Exercise brief - Make a verbatim copy of the entries below; pictures stay out.

(Beginning of Dataset excerpts)

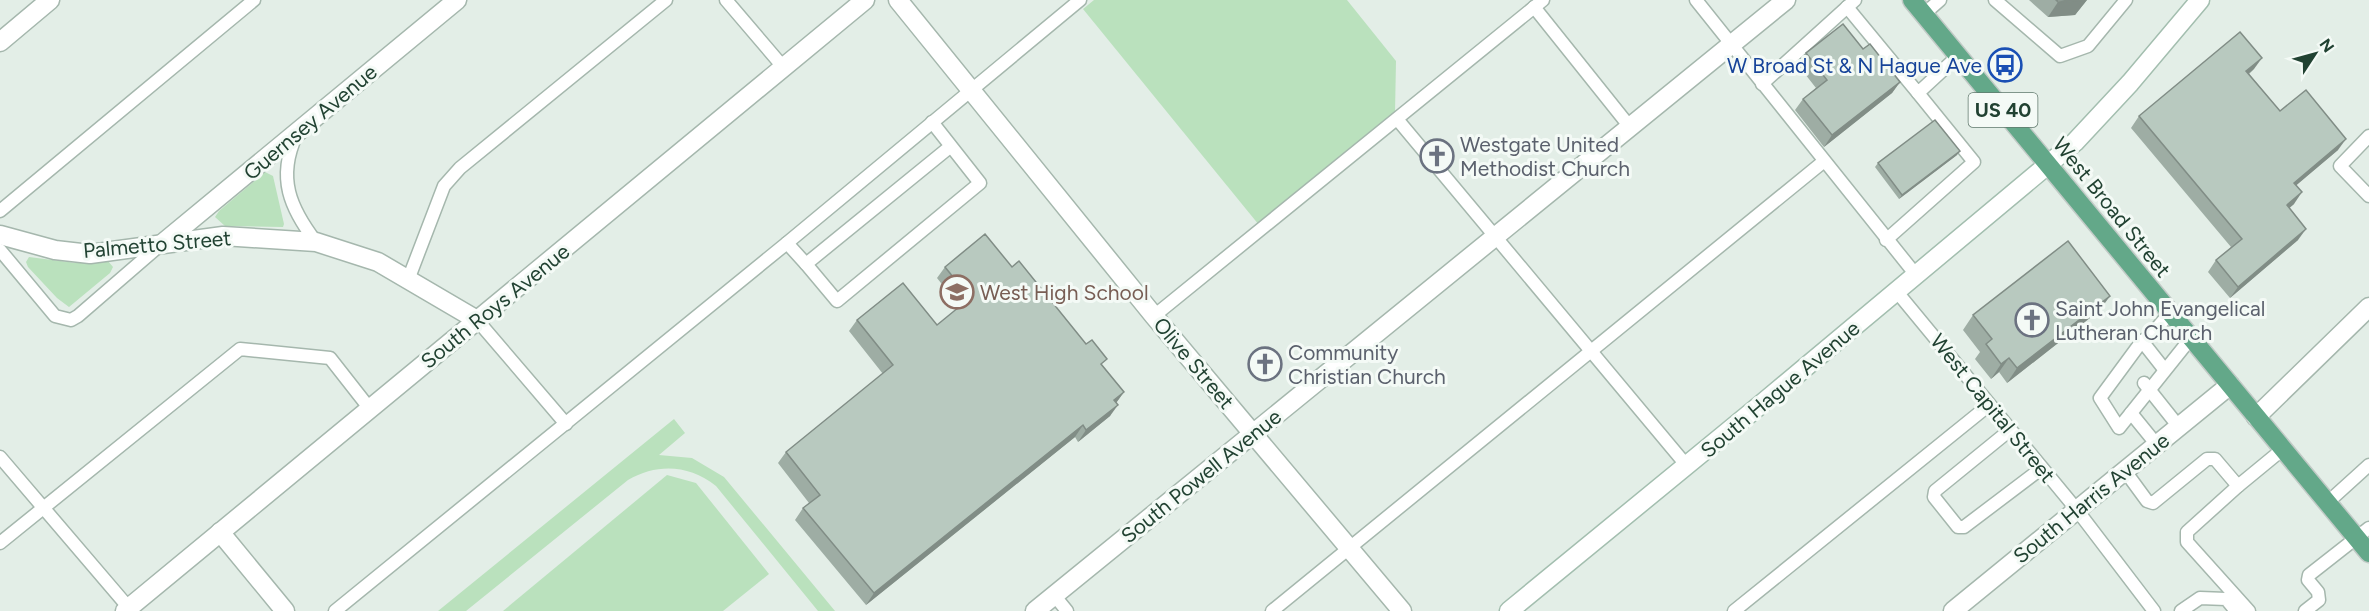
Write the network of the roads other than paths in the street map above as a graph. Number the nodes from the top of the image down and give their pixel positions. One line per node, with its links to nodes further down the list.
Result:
1 (50, 0): 18 (street)
2 (254, 0): 34 (lane)
3 (457, 0): 28 (street, Guernsey Avenue)
4 (666, 0): 44 (lane)
5 (726, 0): 21 (lane)
6 (865, 0): 21 (street, South Roys Avenue)
7 (898, 0): 23 (street, Olive Street)
8 (1080, 0): 23 (lane)
9 (1698, 0): 19 (lane)
10 (1786, 0): 19 (street, South Powell Avenue)
11 (1940, 0): 17 (lane)
12 (1995, 0): 13 (lane)
13 (2126, 0)
14 (2200, 0): 32 (street, South Hague Avenue)
15 (1538, 4): 25 (lane); 27 (lane)
16 (1851, 4): 22 (lane); 24 (lane)
17 (1918, 7): 20 (main road, West Broad Street / US 40)
18 (0, 42)
19 (1731, 44): 22 (lane); 27 (street, South Powell Avenue)
20 (1958, 56): 24 (lane); 32 (main road, West Broad Street / US 40)
21 (784, 68): 49 (street, South Roys Avenue)
22 (1762, 84): 31 (lane)
23 (970, 89): 26 (lane); 48 (street, Olive Street)
24 (1918, 93): 37 (lane)
25 (1397, 119): 36 (lane); 48 (lane)
26 (932, 122): 30 (lane); 40 (lane)
27 (1630, 127): 36 (street, South Powell Avenue)
28 (296, 135): 38 (lane); 39 (street, Guernsey Avenue)
29 (2369, 136): 33 (lane)
30 (951, 146): 42 (lane); 42 (lane)
31 (1823, 162): 37 (lane); 52 (lane)
32 (2049, 164): 43 (street, South Hague Avenue); 47 (main road, West Broad Street / US 40)
33 (2369, 196)
34 (0, 211)
35 (0, 235): 39 (street, Palmetto Street)
36 (1496, 235): 52 (lane); 63 (street, South Powell Avenue)
37 (1886, 240): 43 (lane)
38 (316, 242): 39 (street, Palmetto Street); 44 (street, Palmetto Street)
39 (163, 243): 41 (lane)
40 (787, 243): 42 (lane); 60 (lane)
41 (0, 250)
42 (806, 264)
43 (1916, 276): 45 (street, South Hague Avenue)
44 (408, 280): 49 (street, Palmetto Street)
45 (1897, 292): 56 (lane, West Capital Street); 68 (street, South Hague Avenue)
46 (2369, 306): 59 (street)
47 (2170, 313): 50 (main road, West Broad Street / US 40); 51 (lane)
48 (1155, 316): 63 (street, Olive Street)
49 (477, 320): 58 (street, South Roys Avenue); 60 (lane)
50 (2191, 338): 53 (lane); 54 (main road, West Broad Street / US 40)
51 (2142, 341): 53 (lane); 57 (lane)
52 (1591, 351): 68 (lane); 78 (lane)
53 (2164, 369): 55 (lane)
54 (2230, 385): 59 (main road, West Broad Street / US 40); 61 (street, South Harris Avenue)
55 (2146, 386): 57 (lane); 61 (lane)
56 (1989, 405): 62 (lane, West Capital Street); 88 (lane)
57 (2133, 407): 64 (lane)
58 (370, 409): 73 (lane); 75 (street, South Roys Avenue)
59 (2256, 417): 65 (main road, West Broad Street / US 40)
60 (566, 424): 82 (lane)
61 (2179, 427): 64 (street, South Harris Avenue)
62 (2010, 430): 69 (lane, West Capital Street); 69 (lane)
63 (1253, 433): 78 (street, Olive Street); 79 (street, South Powell Avenue)
64 (2157, 445): 70 (street, South Harris Avenue)
65 (2283, 449): 71 (lane); 72 (main road, West Broad Street / US 40)
66 (0, 457): 73 (lane)
67 (2369, 465): 72 (lane)
68 (1687, 466): 87 (street, South Hague Avenue)
69 (2042, 468): 74 (lane, West Capital Street)
70 (2125, 471): 71 (lane); 74 (street, South Harris Avenue)
71 (2238, 486): 93 (lane)
72 (2327, 503): 76 (main road, West Broad Street / US 40)
73 (43, 508): 77 (lane); 80 (lane)
74 (2077, 510): 89 (street, South Harris Avenue); 90 (lane, West Capital Street)
75 (220, 532): 80 (street, South Roys Avenue); 81 (street)
76 (2365, 540): 94 (lane)
77 (0, 543)
78 (1350, 548): 85 (lane); 86 (street, Olive Street)
79 (1054, 595): 83 (street, South Powell Avenue); 84 (lane)
80 (127, 609)
81 (285, 611)
82 (335, 611)
83 (1035, 611)
84 (1067, 611)
85 (1272, 611)
86 (1402, 611)
87 (1509, 611)
88 (1734, 611)
89 (1953, 611)
90 (2154, 611)
91 (2181, 611): 92 (lane)
92 (2236, 611)
93 (2249, 611)
94 (2305, 611)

(End of Dataset excerpts)

Expected answer -
Write the network of the roads other than paths in the street map above as a graph. Number the nodes from the top of the image down and give their pixel positions. One line per node, with its links to nodes further down the list.
Result:
1 (50, 0): 18 (street)
2 (254, 0): 34 (lane)
3 (457, 0): 28 (street, Guernsey Avenue)
4 (666, 0): 44 (lane)
5 (726, 0): 21 (lane)
6 (865, 0): 21 (street, South Roys Avenue)
7 (898, 0): 23 (street, Olive Street)
8 (1080, 0): 23 (lane)
9 (1698, 0): 19 (lane)
10 (1786, 0): 19 (street, South Powell Avenue)
11 (1940, 0): 17 (lane)
12 (1995, 0): 13 (lane)
13 (2126, 0)
14 (2200, 0): 32 (street, South Hague Avenue)
15 (1538, 4): 25 (lane); 27 (lane)
16 (1851, 4): 22 (lane); 24 (lane)
17 (1918, 7): 20 (main road, West Broad Street / US 40)
18 (0, 42)
19 (1731, 44): 22 (lane); 27 (street, South Powell Avenue)
20 (1958, 56): 24 (lane); 32 (main road, West Broad Street / US 40)
21 (784, 68): 49 (street, South Roys Avenue)
22 (1762, 84): 31 (lane)
23 (970, 89): 26 (lane); 48 (street, Olive Street)
24 (1918, 93): 37 (lane)
25 (1397, 119): 36 (lane); 48 (lane)
26 (932, 122): 30 (lane); 40 (lane)
27 (1630, 127): 36 (street, South Powell Avenue)
28 (296, 135): 38 (lane); 39 (street, Guernsey Avenue)
29 (2369, 136): 33 (lane)
30 (951, 146): 42 (lane); 42 (lane)
31 (1823, 162): 37 (lane); 52 (lane)
32 (2049, 164): 43 (street, South Hague Avenue); 47 (main road, West Broad Street / US 40)
33 (2369, 196)
34 (0, 211)
35 (0, 235): 39 (street, Palmetto Street)
36 (1496, 235): 52 (lane); 63 (street, South Powell Avenue)
37 (1886, 240): 43 (lane)
38 (316, 242): 39 (street, Palmetto Street); 44 (street, Palmetto Street)
39 (163, 243): 41 (lane)
40 (787, 243): 42 (lane); 60 (lane)
41 (0, 250)
42 (806, 264)
43 (1916, 276): 45 (street, South Hague Avenue)
44 (408, 280): 49 (street, Palmetto Street)
45 (1897, 292): 56 (lane, West Capital Street); 68 (street, South Hague Avenue)
46 (2369, 306): 59 (street)
47 (2170, 313): 50 (main road, West Broad Street / US 40); 51 (lane)
48 (1155, 316): 63 (street, Olive Street)
49 (477, 320): 58 (street, South Roys Avenue); 60 (lane)
50 (2191, 338): 53 (lane); 54 (main road, West Broad Street / US 40)
51 (2142, 341): 53 (lane); 57 (lane)
52 (1591, 351): 68 (lane); 78 (lane)
53 (2164, 369): 55 (lane)
54 (2230, 385): 59 (main road, West Broad Street / US 40); 61 (street, South Harris Avenue)
55 (2146, 386): 57 (lane); 61 (lane)
56 (1989, 405): 62 (lane, West Capital Street); 88 (lane)
57 (2133, 407): 64 (lane)
58 (370, 409): 73 (lane); 75 (street, South Roys Avenue)
59 (2256, 417): 65 (main road, West Broad Street / US 40)
60 (566, 424): 82 (lane)
61 (2179, 427): 64 (street, South Harris Avenue)
62 (2010, 430): 69 (lane, West Capital Street); 69 (lane)
63 (1253, 433): 78 (street, Olive Street); 79 (street, South Powell Avenue)
64 (2157, 445): 70 (street, South Harris Avenue)
65 (2283, 449): 71 (lane); 72 (main road, West Broad Street / US 40)
66 (0, 457): 73 (lane)
67 (2369, 465): 72 (lane)
68 (1687, 466): 87 (street, South Hague Avenue)
69 (2042, 468): 74 (lane, West Capital Street)
70 (2125, 471): 71 (lane); 74 (street, South Harris Avenue)
71 (2238, 486): 93 (lane)
72 (2327, 503): 76 (main road, West Broad Street / US 40)
73 (43, 508): 77 (lane); 80 (lane)
74 (2077, 510): 89 (street, South Harris Avenue); 90 (lane, West Capital Street)
75 (220, 532): 80 (street, South Roys Avenue); 81 (street)
76 (2365, 540): 94 (lane)
77 (0, 543)
78 (1350, 548): 85 (lane); 86 (street, Olive Street)
79 (1054, 595): 83 (street, South Powell Avenue); 84 (lane)
80 (127, 609)
81 (285, 611)
82 (335, 611)
83 (1035, 611)
84 (1067, 611)
85 (1272, 611)
86 (1402, 611)
87 (1509, 611)
88 (1734, 611)
89 (1953, 611)
90 (2154, 611)
91 (2181, 611): 92 (lane)
92 (2236, 611)
93 (2249, 611)
94 (2305, 611)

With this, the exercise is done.